____ Data in this exercise

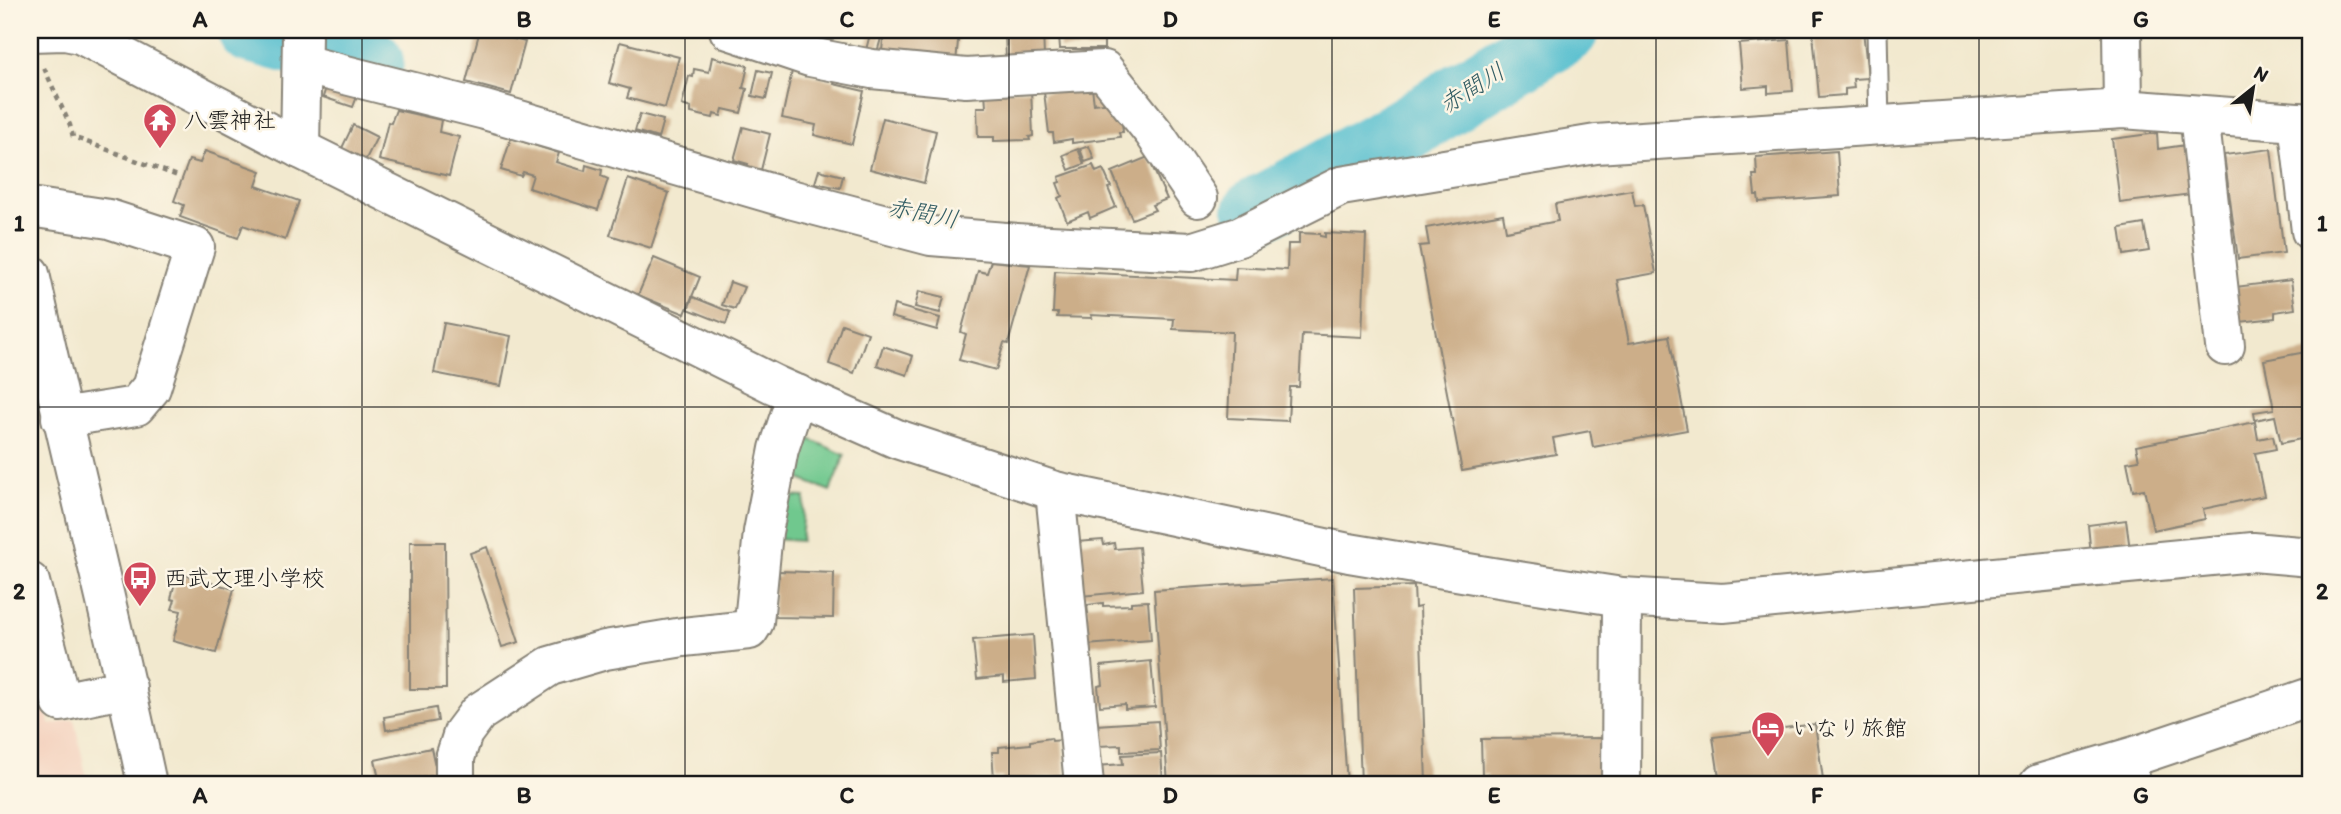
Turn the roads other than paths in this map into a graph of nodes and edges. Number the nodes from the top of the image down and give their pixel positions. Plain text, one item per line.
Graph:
1 (729, 30) edge
2 (1877, 30) edge
3 (2122, 30) edge
4 (49, 37) edge
5 (301, 46) edge
6 (2123, 109) junction
7 (2199, 115) junction
8 (2305, 123) edge
9 (1879, 125) junction
10 (300, 149) junction
11 (1198, 198) dead end
12 (30, 206) edge
13 (2311, 231) edge
14 (30, 274) edge
15 (2225, 346) dead end
16 (797, 394) junction
17 (61, 418) junction
18 (1055, 491) junction
19 (2311, 557) edge
20 (30, 582) edge
21 (1622, 597) junction
22 (127, 688) junction
23 (2311, 697) edge
24 (2138, 770) edge
25 (147, 784) edge
26 (455, 784) edge
27 (1084, 784) edge
28 (1621, 784) edge
29 (2039, 784) edge

1 - 11 street
2 - 9 lane
3 - 6 street
4 - 10 street
5 - 9 street
5 - 10 street
6 - 7 street
6 - 9 street
7 - 8 street
7 - 15 street
8 - 13 street
10 - 16 street
12 - 17 street
14 - 17 street
16 - 18 street
16 - 26 street
17 - 22 street
18 - 21 street
18 - 27 street
19 - 21 street
20 - 22 street
21 - 28 street
22 - 25 street
23 - 24 street
24 - 29 street

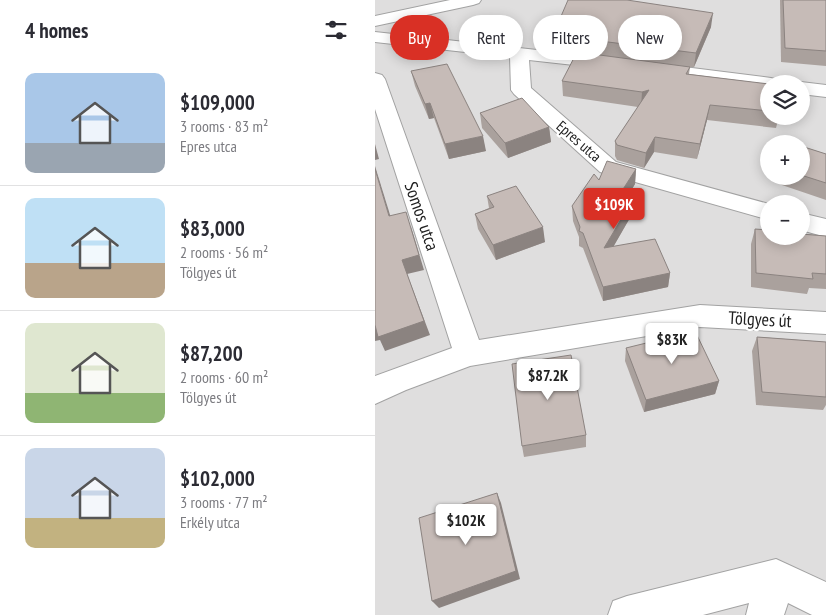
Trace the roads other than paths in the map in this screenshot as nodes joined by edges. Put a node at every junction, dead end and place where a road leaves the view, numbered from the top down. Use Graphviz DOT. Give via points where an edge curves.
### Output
graph roads {
  1 [pos="473,0"];
  2 [pos="375,21"];
  3 [pos="375,37"];
  4 [pos="459,46"];
  5 [pos="523,53"];
  6 [pos="519,60"];
  7 [pos="375,79"];
  8 [pos="760,83"];
  9 [pos="810,89"];
  10 [pos="826,91"];
  11 [pos="760,209"];
  12 [pos="810,224"];
  13 [pos="826,228"];
  14 [pos="826,323"];
  15 [pos="469,354"];
  16 [pos="375,391"];
  17 [pos="777,578"];
  18 [pos="826,602"];
  19 [pos="627,615"];
  20 [pos="765,615"];
  1 -- 2 [label="street"];
  3 -- 4 [label="street"];
  5 -- 8 [label="street"];
  6 -- 11 [label="street, Epres utca" via="521,90 608,167"];
  7 -- 15 [label="street, Somos utca"];
  9 -- 10 [label="street"];
  12 -- 13 [label="street"];
  14 -- 15 [label="street, Tölgyes út" via="700,316"];
  15 -- 16 [label="street, Tölgyes út"];
  17 -- 18 [label="street"];
  17 -- 19 [label="street"];
  17 -- 20 [label="street"];
}
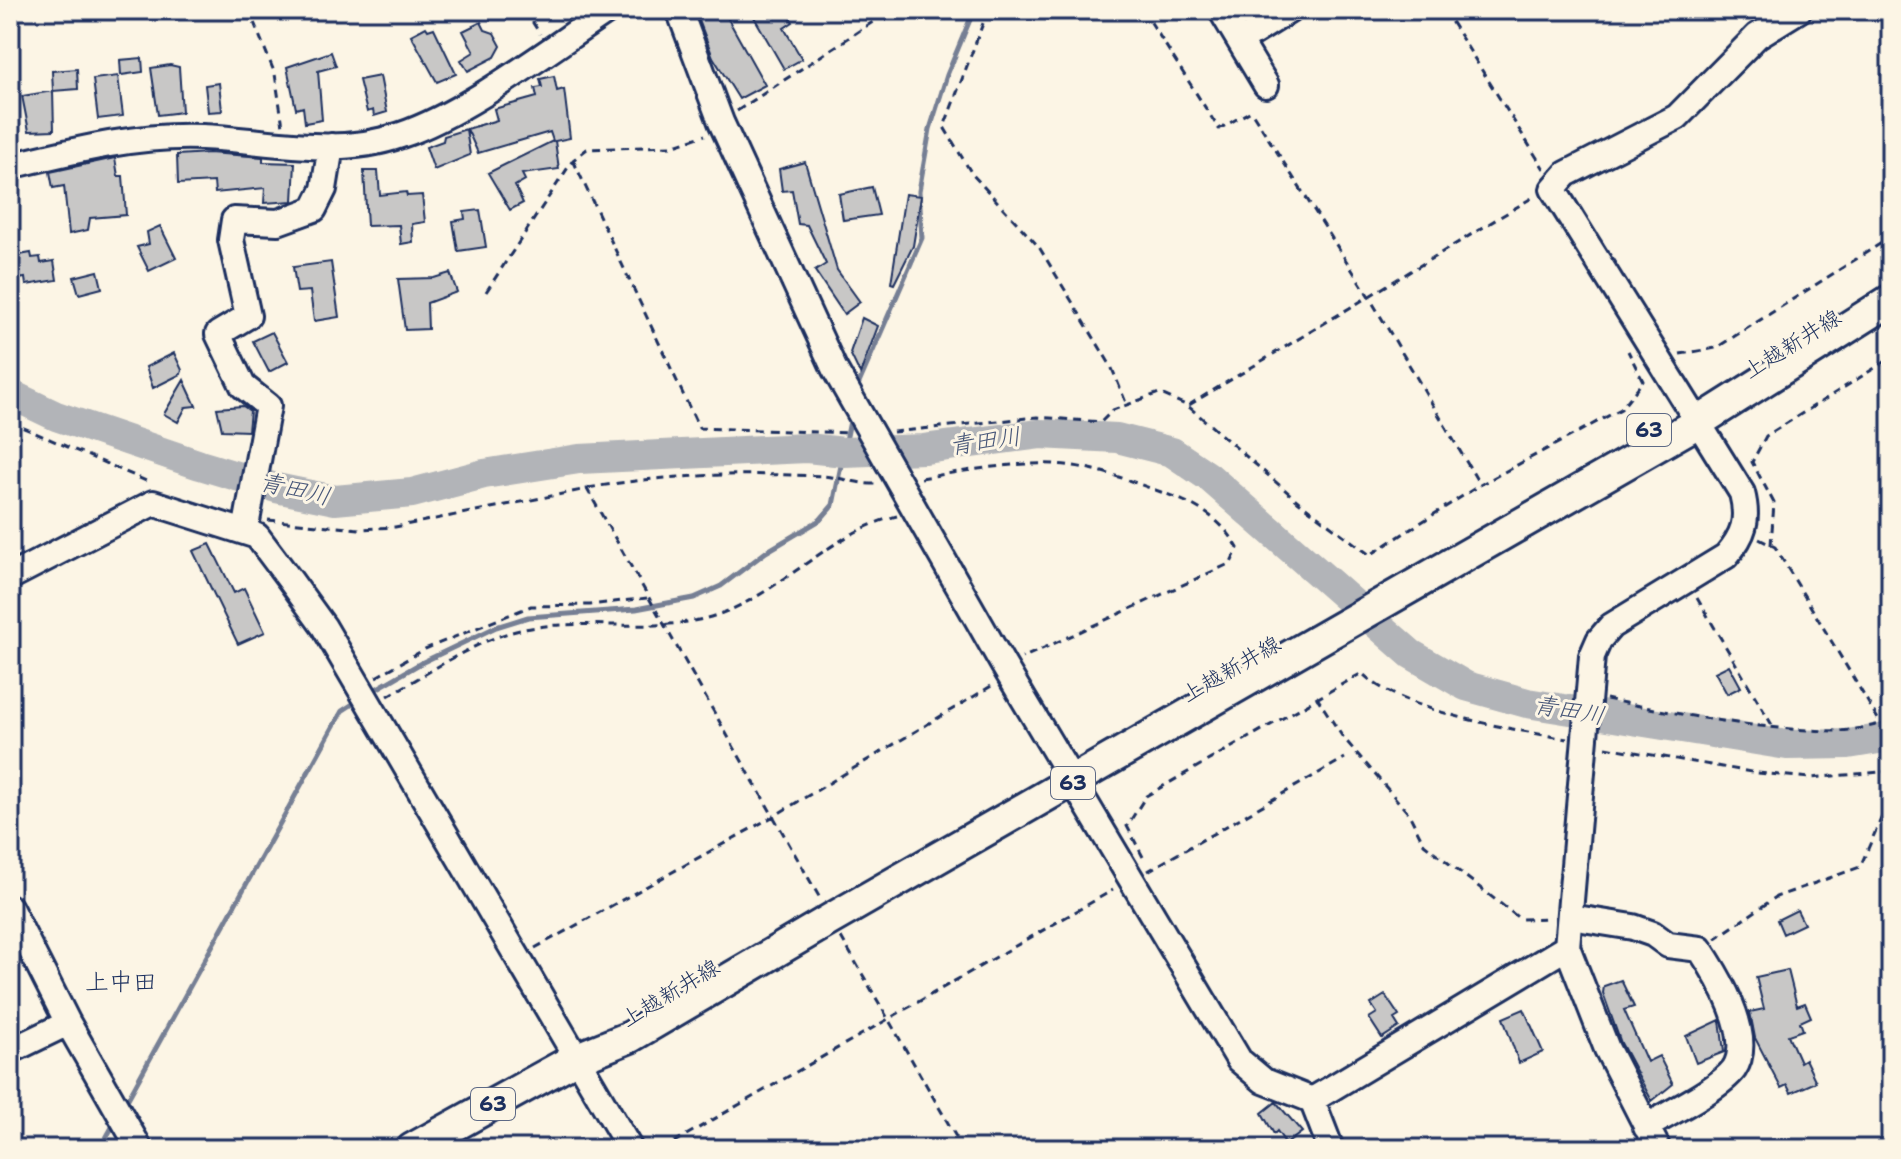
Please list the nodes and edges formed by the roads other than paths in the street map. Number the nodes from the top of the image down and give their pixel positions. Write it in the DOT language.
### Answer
graph roads {
  1 [pos="609,10"];
  2 [pos="679,10"];
  3 [pos="1221,10"];
  4 [pos="1290,10"];
  5 [pos="1799,10"];
  6 [pos="1240,41"];
  7 [pos="1266,85"];
  8 [pos="331,146"];
  9 [pos="10,166"];
  10 [pos="1891,283"];
  11 [pos="1891,300"];
  12 [pos="1693,415"];
  13 [pos="247,515"];
  14 [pos="10,577"];
  15 [pos="1069,774"];
  16 [pos="10,908"];
  17 [pos="1570,917"];
  18 [pos="1567,947"];
  19 [pos="68,1023"];
  20 [pos="10,1051"];
  21 [pos="575,1059"];
  22 [pos="1312,1100"];
  23 [pos="1646,1127"];
  24 [pos="140,1149"];
  25 [pos="412,1149"];
  26 [pos="630,1149"];
  27 [pos="1331,1149"];
  28 [pos="1658,1149"];
  1 -- 8 [label="street"];
  2 -- 15 [label="street"];
  3 -- 6 [label="street"];
  4 -- 6 [label="street"];
  5 -- 12 [label="street"];
  6 -- 7 [label="street"];
  8 -- 9 [label="street"];
  8 -- 13 [label="street"];
  10 -- 12 [label="main road, 上越新井線 / 63"];
  11 -- 12 [label="main road, 上越新井線 / 63"];
  12 -- 15 [label="main road, 上越新井線 / 63"];
  12 -- 17 [label="street"];
  13 -- 14 [label="street"];
  13 -- 21 [label="street"];
  15 -- 21 [label="main road, 上越新井線 / 63"];
  15 -- 22 [label="street"];
  16 -- 19 [label="street"];
  17 -- 18 [label="street"];
  17 -- 23 [label="street"];
  18 -- 22 [label="street"];
  18 -- 23 [label="street"];
  19 -- 20 [label="street"];
  19 -- 24 [label="street"];
  21 -- 25 [label="main road, 上越新井線 / 63"];
  21 -- 26 [label="street"];
  22 -- 27 [label="street"];
  23 -- 28 [label="street"];
}
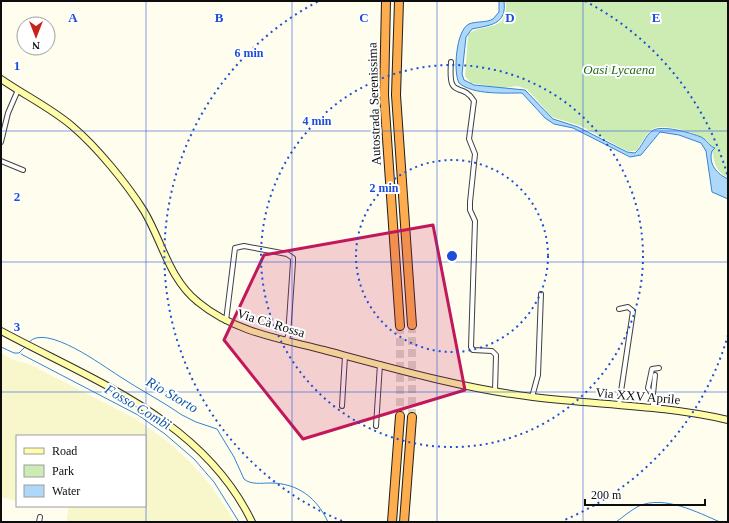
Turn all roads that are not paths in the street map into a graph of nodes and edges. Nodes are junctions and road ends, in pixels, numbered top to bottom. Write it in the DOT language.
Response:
graph roads {
  1 [pos="386,1"];
  2 [pos="399,1"];
  3 [pos="452,62"];
  4 [pos="1,79"];
  5 [pos="18,90"];
  6 [pos="1,142"];
  7 [pos="1,161"];
  8 [pos="23,170"];
  9 [pos="541,294"];
  10 [pos="619,308"];
  11 [pos="226,321"];
  12 [pos="412,325"];
  13 [pos="400,326"];
  14 [pos="1,331"];
  15 [pos="286,341"];
  16 [pos="345,356"];
  17 [pos="380,364"];
  18 [pos="659,368"];
  19 [pos="655,375"];
  20 [pos="495,391"];
  21 [pos="652,394"];
  22 [pos="532,397"];
  23 [pos="545,399"];
  24 [pos="619,405"];
  25 [pos="342,406"];
  26 [pos="654,408"];
  27 [pos="400,416"];
  28 [pos="412,417"];
  29 [pos="728,420"];
  30 [pos="376,426"];
  31 [pos="252,522"];
  32 [pos="392,522"];
  33 [pos="404,522"];
  1 -- 13 [label="highway, Autostrada Serenissima"];
  2 -- 12 [label="highway, Autostrada Serenissima"];
  3 -- 20 [label="street"];
  4 -- 5 [label="main road, Via Cà Rossa"];
  5 -- 6 [label="street"];
  5 -- 11 [label="main road, Via Cà Rossa"];
  7 -- 8 [label="street"];
  9 -- 22 [label="street"];
  10 -- 24 [label="street"];
  11 -- 15 [label="main road, Via Cà Rossa"];
  11 -- 15 [label="street"];
  14 -- 31 [label="main road"];
  15 -- 16 [label="main road, Via Cà Rossa"];
  16 -- 17 [label="main road, Via Cà Rossa"];
  16 -- 25 [label="street"];
  17 -- 20 [label="main road, Via Cà Rossa"];
  17 -- 30 [label="street"];
  18 -- 21 [label="street"];
  19 -- 21 [label="street"];
  20 -- 22 [label="main road, Via Cà Rossa"];
  21 -- 26 [label="street"];
  22 -- 23 [label="main road, Via Cà Rossa"];
  23 -- 24 [label="main road, Via XXV Aprile"];
  24 -- 26 [label="main road, Via XXV Aprile"];
  26 -- 29 [label="main road, Via XXV Aprile"];
  27 -- 32 [label="highway"];
  28 -- 33 [label="highway"];
}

________

## Task item
Search the entries for the word "上越新井線" and copy every line that holds it.

## Output below
  10 -- 12 [label="main road, 上越新井線 / 63"];
  11 -- 12 [label="main road, 上越新井線 / 63"];
  12 -- 15 [label="main road, 上越新井線 / 63"];
  15 -- 21 [label="main road, 上越新井線 / 63"];
  21 -- 25 [label="main road, 上越新井線 / 63"];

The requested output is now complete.